Le Premier ministre a récemment évoqué la possibilité que l’Arménie ne devienne pas membre de l’Union européenne. Derrière ces mots se cache un danger bien réel : maintenir notre pays sous l’influence directe de la Russie.

Certes, un progrès a été accompli récemment avec le projet TRIPP — un accord signé à Washington entre les États-Unis, l’Arménie et l’Azerbaïdjan, visant à sécuriser la frontière arméno-iranienne et à réduire la dépendance envers Moscou. Mais croire que cette avancée suffira pour protéger notre avenir serait une illusion. L’Arménie vit aujourd’hui dans un faux équilibre : un pied à Moscou, un autre tourné vers l’Occident.

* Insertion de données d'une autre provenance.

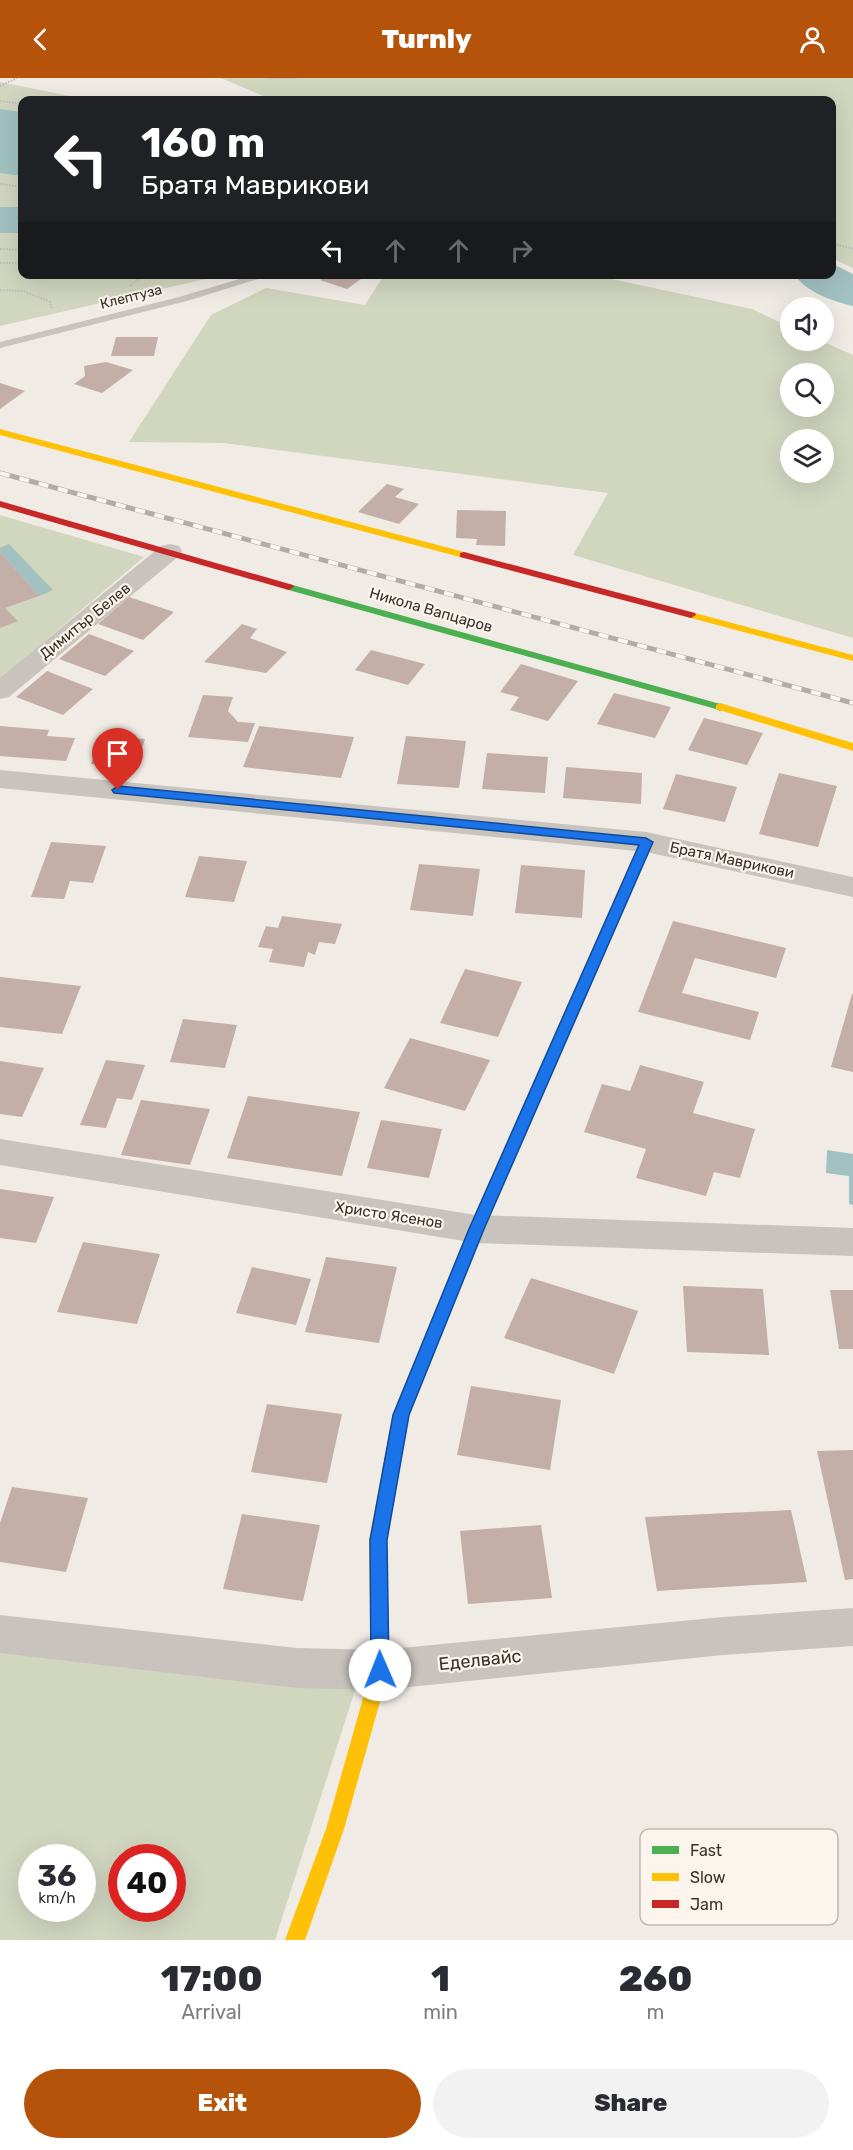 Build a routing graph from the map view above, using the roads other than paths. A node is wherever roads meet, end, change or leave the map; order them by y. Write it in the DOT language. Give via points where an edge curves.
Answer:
graph roads {
  1 [pos="252,279"];
  2 [pos="0,345"];
  3 [pos="0,432"];
  4 [pos="0,504"];
  5 [pos="170,551"];
  6 [pos="853,658"];
  7 [pos="0,691"];
  8 [pos="853,747"];
  9 [pos="0,779"];
  10 [pos="646,842"];
  11 [pos="853,887"];
  12 [pos="0,1152"];
  13 [pos="476,1229"];
  14 [pos="853,1242"];
  15 [pos="853,1627"];
  16 [pos="0,1634"];
  17 [pos="380,1670"];
  18 [pos="296,1940"];
  1 -- 2 [label="lane, Клептуза"];
  3 -- 6 [label="street"];
  4 -- 5 [label="street, Никола Вапцаров"];
  5 -- 7 [label="street, Димитър Белев"];
  5 -- 8 [label="street, Никола Вапцаров"];
  9 -- 10 [label="street, Братя Маврикови"];
  10 -- 11 [label="street, Братя Маврикови"];
  10 -- 13 [label="street"];
  12 -- 13 [label="street, Христо Ясенов"];
  13 -- 14 [label="street, Христо Ясенов"];
  13 -- 17 [label="street" via="401,1415 378,1540"];
  15 -- 17 [label="street, Еделвайс"];
  16 -- 17 [label="street, Еделвайс" via="297,1668"];
  17 -- 18 [label="street" via="335,1829"];
}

Et ne pas rompre avec l’alliance militaire russe, ce n’est pas rester neutre. C’est rester prisonnier de Moscou. Voilà le vrai danger : voir un pays littéralement coupé en deux. Au nord, des forces totalitaires inféodées à la Russie ; au sud, une zone sous influence occidentale, présentée comme démocratique. Dans un tel scénario, le peuple arménien pourrait être contraint d’émigrer vers l’Iran pour poursuivre, ailleurs, son œuvre civilisationnelle démocratique. Mais l’État, lui, disparaîtrait.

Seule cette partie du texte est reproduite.